Machine learning, evolutionary computing and big data are specialties of Alberto Cano, Ph.D., assistant professor in the Department of Computer Science.
What are you working on right now?
I’m working on machine learning algorithms for real-time, high-speed, drifting data streams. The goal is to classify data on the fly and design classification models that self-adapt to changes in the data properties over time. The challenge is to develop both accurate and fast classifiers that quickly adapt to changes in data. Applications include credit card fraud detection or email spam filtering. Malicious users continuously change the way they try to get to you, and our classification systems must adapt accordingly.
What’s the biggest challenge in making algorithms that can self-adapt to big data?
One big challenge is making them run fast enough. Data streams may comprise millions of data instances per second, and we cannot afford a delay or bottleneck in the classification. Who wants to wait a few minutes to verify that a credit card transaction wasn’t fraudulent? Therefore, we need to use high-performance computing architectures to deploy the algorithms and scale them to big data. We’re using GPUs [graphics processing units] and a MapReduce programming model on Hadoop and Spark computing frameworks to scale ours out.
What do you hope to achieve with these high-speed algorithms?
My job as a machine learning scientist is to develop the algorithms and make them available to the scientific community.
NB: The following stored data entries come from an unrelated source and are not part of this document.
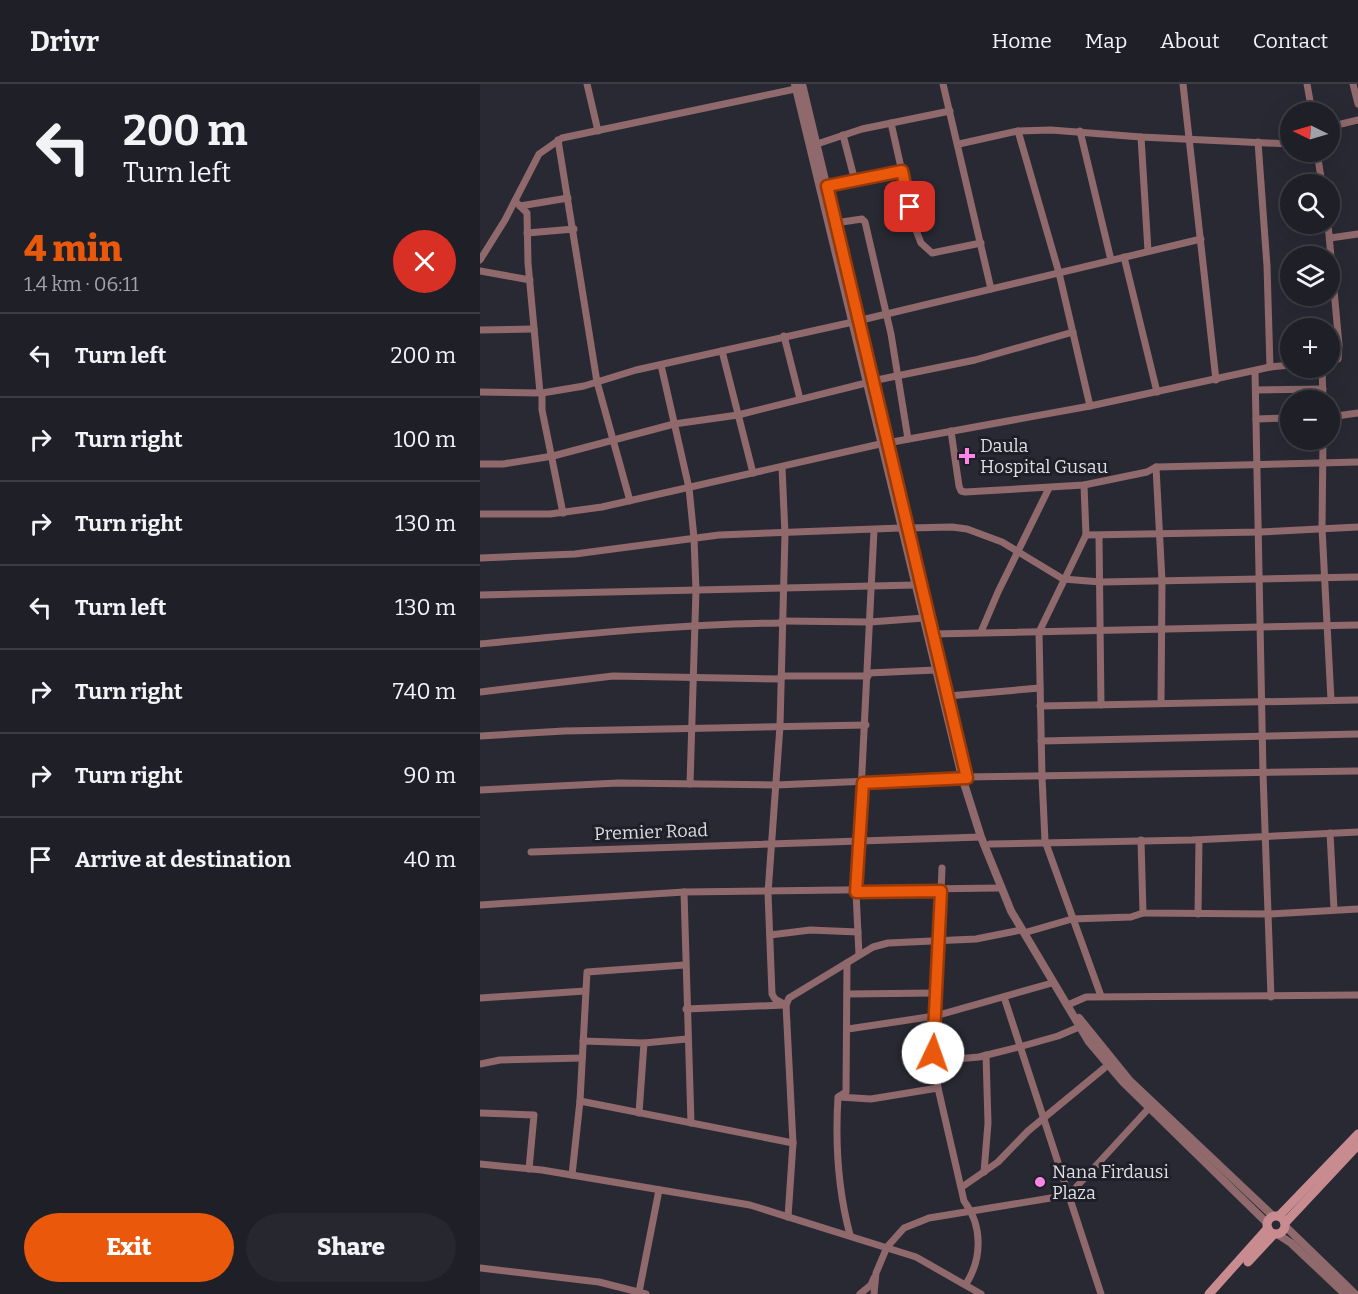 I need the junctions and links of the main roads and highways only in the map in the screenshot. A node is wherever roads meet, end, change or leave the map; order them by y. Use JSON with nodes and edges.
{"nodes":[{"id":1,"x":1358,"y":1134,"type":"edge"},
{"id":2,"x":1358,"y":1144,"type":"edge"},
{"id":3,"x":1276,"y":1225,"type":"junction"},
{"id":4,"x":1209,"y":1294,"type":"edge"},
{"id":5,"x":1217,"y":1294,"type":"edge"}],
"edges":[{"from":1,"to":3,"type":"main road"},
{"from":2,"to":3,"type":"main road"},
{"from":3,"to":4,"type":"main road"},
{"from":3,"to":5,"type":"main road"}]}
The ultimate goal is to translate the know-how into industry and society to solve real-world problems. My current project is funded by Hamilton Beach Brands Inc. and we’re working on applying these algorithms to business intelligence — integrating machine learning in business decision-making to improve their operations.
What attracted you to this aspect of machine learning?
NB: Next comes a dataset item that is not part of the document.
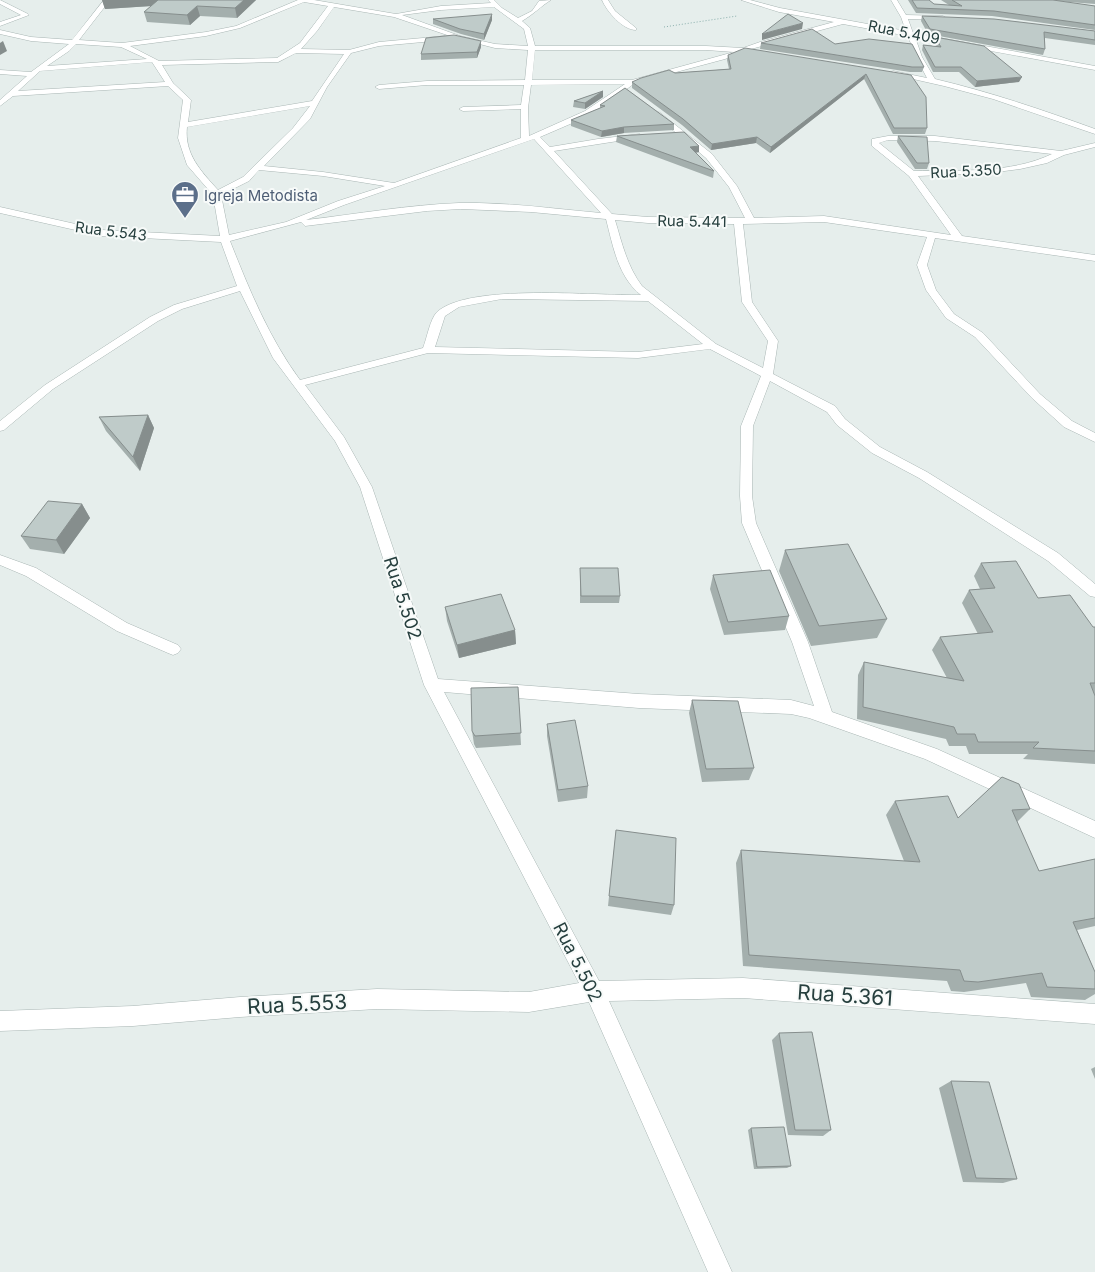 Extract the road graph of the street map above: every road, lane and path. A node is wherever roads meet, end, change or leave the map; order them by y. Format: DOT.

The number of open issues that await a solution. This is a relatively novel area and there are countless research questions to be addressed. It’ll keep me busy for the next five years! How can we understand, explain and learn from drifts in real-time data? Is there a way to detect if my system is being attacked by an adversary injecting malicious data into my inputs? How could I build a robust classifier that would detect and prevent that?
Who else from VCU is working with you on this project?
I’m working very closely with Dr. Bartosz Krawczyk and my Ph.D. student Martha Roseberry on this project. It’s been a fruitful collaboration and we’ve published several papers in top-tier conferences and journals that are getting the attention of the research community. Our complementary expertise is crucial to integrating the diverse ideas that will improve the performance and accuracy of these classification models.
Fun fact: I was born and raised in Spain, so I am Spanish-Spanish.